(Problem statement):
Reproduce every record below exactly as written, but leave out any pictures.

(Data for this task):
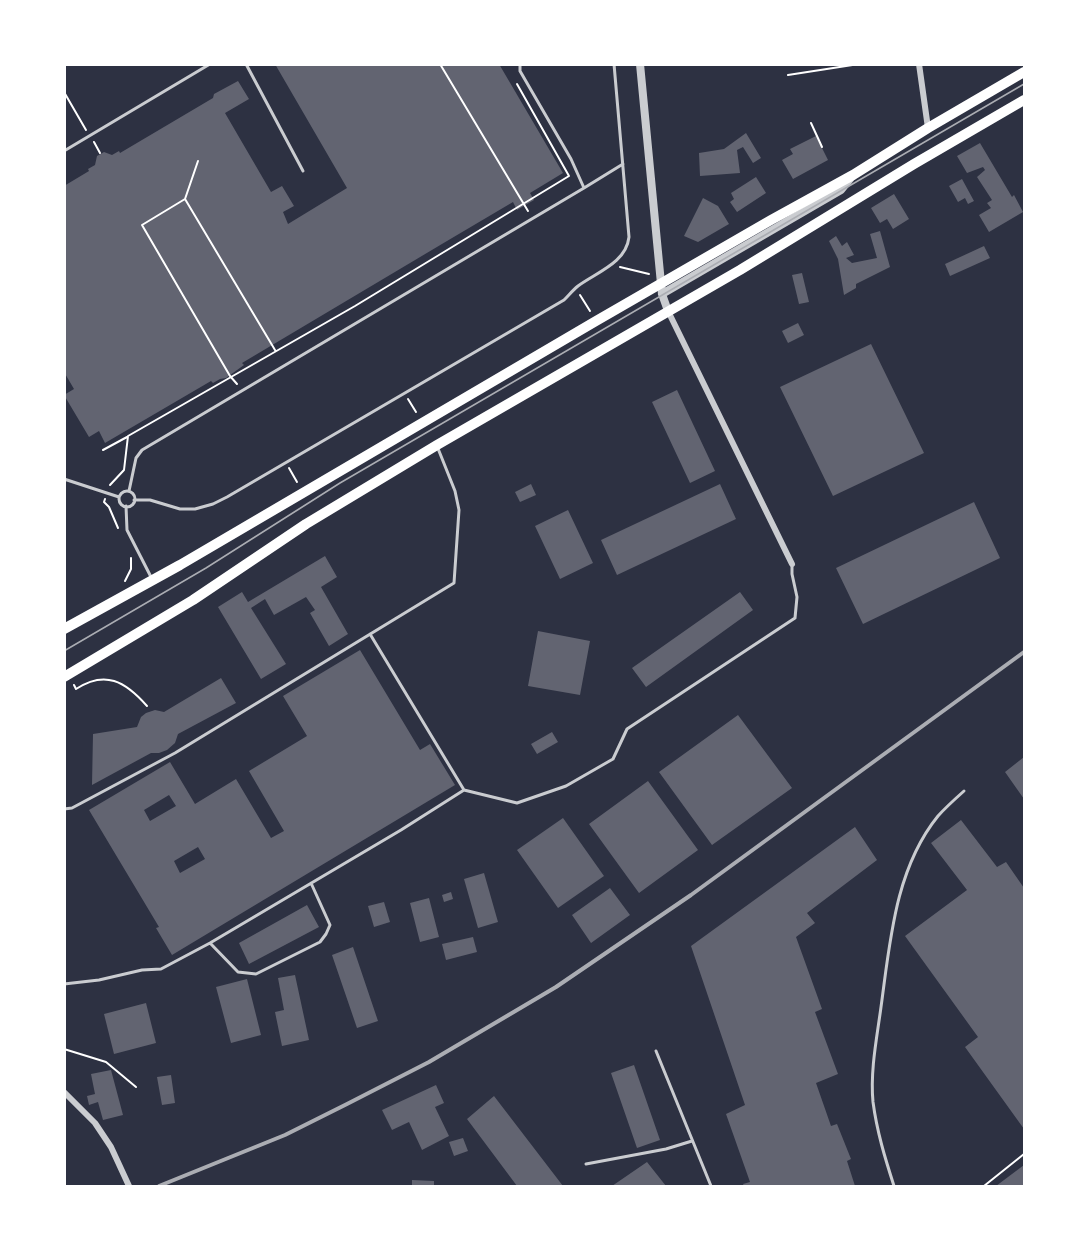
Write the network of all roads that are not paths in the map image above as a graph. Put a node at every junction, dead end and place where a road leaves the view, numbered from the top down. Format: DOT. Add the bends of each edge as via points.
graph roads {
  1 [pos="210,64"];
  2 [pos="246,64"];
  3 [pos="520,64"];
  4 [pos="614,64"];
  5 [pos="640,64"];
  6 [pos="919,64"];
  7 [pos="1024,72"];
  8 [pos="1024,100"];
  9 [pos="928,128"];
  10 [pos="64,151"];
  11 [pos="623,164"];
  12 [pos="303,171"];
  13 [pos="584,188"];
  14 [pos="661,290"];
  15 [pos="668,311"];
  16 [pos="437,445"];
  17 [pos="64,479"];
  18 [pos="129,491"];
  19 [pos="119,497"];
  20 [pos="134,501"];
  21 [pos="126,506"];
  22 [pos="792,564"];
  23 [pos="152,579"];
  24 [pos="64,629"];
  25 [pos="370,634"];
  26 [pos="66,676"];
  27 [pos="465,790"];
  28 [pos="964,791"];
  29 [pos="64,809"];
  30 [pos="311,883"];
  31 [pos="210,943"];
  32 [pos="64,984"];
  33 [pos="656,1051"];
  34 [pos="64,1092"];
  35 [pos="692,1141"];
  36 [pos="586,1164"];
  37 [pos="129,1186"];
  38 [pos="711,1186"];
  39 [pos="894,1186"];
  1 -- 10 [label="lane"];
  2 -- 12 [label="lane"];
  3 -- 13 [label="lane" via="520,71"];
  4 -- 11 [label="lane"];
  5 -- 14 [label="street"];
  6 -- 9 [label="street"];
  7 -- 9 [label="main road"];
  8 -- 15 [label="main road"];
  9 -- 14 [label="main road"];
  11 -- 13 [label="lane"];
  11 -- 20 [label="lane" via="628,245 611,265 575,287 564,300 227,497 204,506 180,508 150,500"];
  13 -- 18 [label="lane" via="142,450 136,458"];
  14 -- 15 [label="street"];
  14 -- 23 [label="main road" via="596,321"];
  15 -- 16 [label="main road"];
  15 -- 22 [label="street"];
  16 -- 25 [label="lane" via="459,510 454,583"];
  16 -- 26 [label="main road"];
  17 -- 19 [label="lane"];
  18 -- 19 [label="lane"];
  18 -- 20 [label="lane"];
  19 -- 21 [label="lane"];
  20 -- 21 [label="lane"];
  21 -- 23 [label="lane" via="127,530"];
  22 -- 27 [label="lane" via="797,597 795,618 627,729 613,759 566,786 517,803"];
  23 -- 24 [label="main road"];
  25 -- 27 [label="lane"];
  25 -- 29 [label="lane" via="157,763"];
  27 -- 30 [label="lane"];
  28 -- 39 [label="lane" via="938,817 918,850 899,895 891,933 873,1100 879,1139"];
  30 -- 31 [label="lane"];
  30 -- 31 [label="lane" via="330,925 320,942 256,974 238,972"];
  31 -- 32 [label="lane" via="161,969"];
  33 -- 35 [label="lane"];
  34 -- 37 [label="street" via="95,1123"];
  35 -- 36 [label="lane"];
  35 -- 38 [label="lane"];
}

(Solution to this exercise):
Write the network of all roads that are not paths in the map image above as a graph. Put a node at every junction, dead end and place where a road leaves the view, numbered from the top down. Format: DOT. Add the bends of each edge as via points.
graph roads {
  1 [pos="210,64"];
  2 [pos="246,64"];
  3 [pos="520,64"];
  4 [pos="614,64"];
  5 [pos="640,64"];
  6 [pos="919,64"];
  7 [pos="1024,72"];
  8 [pos="1024,100"];
  9 [pos="928,128"];
  10 [pos="64,151"];
  11 [pos="623,164"];
  12 [pos="303,171"];
  13 [pos="584,188"];
  14 [pos="661,290"];
  15 [pos="668,311"];
  16 [pos="437,445"];
  17 [pos="64,479"];
  18 [pos="129,491"];
  19 [pos="119,497"];
  20 [pos="134,501"];
  21 [pos="126,506"];
  22 [pos="792,564"];
  23 [pos="152,579"];
  24 [pos="64,629"];
  25 [pos="370,634"];
  26 [pos="66,676"];
  27 [pos="465,790"];
  28 [pos="964,791"];
  29 [pos="64,809"];
  30 [pos="311,883"];
  31 [pos="210,943"];
  32 [pos="64,984"];
  33 [pos="656,1051"];
  34 [pos="64,1092"];
  35 [pos="692,1141"];
  36 [pos="586,1164"];
  37 [pos="129,1186"];
  38 [pos="711,1186"];
  39 [pos="894,1186"];
  1 -- 10 [label="lane"];
  2 -- 12 [label="lane"];
  3 -- 13 [label="lane" via="520,71"];
  4 -- 11 [label="lane"];
  5 -- 14 [label="street"];
  6 -- 9 [label="street"];
  7 -- 9 [label="main road"];
  8 -- 15 [label="main road"];
  9 -- 14 [label="main road"];
  11 -- 13 [label="lane"];
  11 -- 20 [label="lane" via="628,245 611,265 575,287 564,300 227,497 204,506 180,508 150,500"];
  13 -- 18 [label="lane" via="142,450 136,458"];
  14 -- 15 [label="street"];
  14 -- 23 [label="main road" via="596,321"];
  15 -- 16 [label="main road"];
  15 -- 22 [label="street"];
  16 -- 25 [label="lane" via="459,510 454,583"];
  16 -- 26 [label="main road"];
  17 -- 19 [label="lane"];
  18 -- 19 [label="lane"];
  18 -- 20 [label="lane"];
  19 -- 21 [label="lane"];
  20 -- 21 [label="lane"];
  21 -- 23 [label="lane" via="127,530"];
  22 -- 27 [label="lane" via="797,597 795,618 627,729 613,759 566,786 517,803"];
  23 -- 24 [label="main road"];
  25 -- 27 [label="lane"];
  25 -- 29 [label="lane" via="157,763"];
  27 -- 30 [label="lane"];
  28 -- 39 [label="lane" via="938,817 918,850 899,895 891,933 873,1100 879,1139"];
  30 -- 31 [label="lane"];
  30 -- 31 [label="lane" via="330,925 320,942 256,974 238,972"];
  31 -- 32 [label="lane" via="161,969"];
  33 -- 35 [label="lane"];
  34 -- 37 [label="street" via="95,1123"];
  35 -- 36 [label="lane"];
  35 -- 38 [label="lane"];
}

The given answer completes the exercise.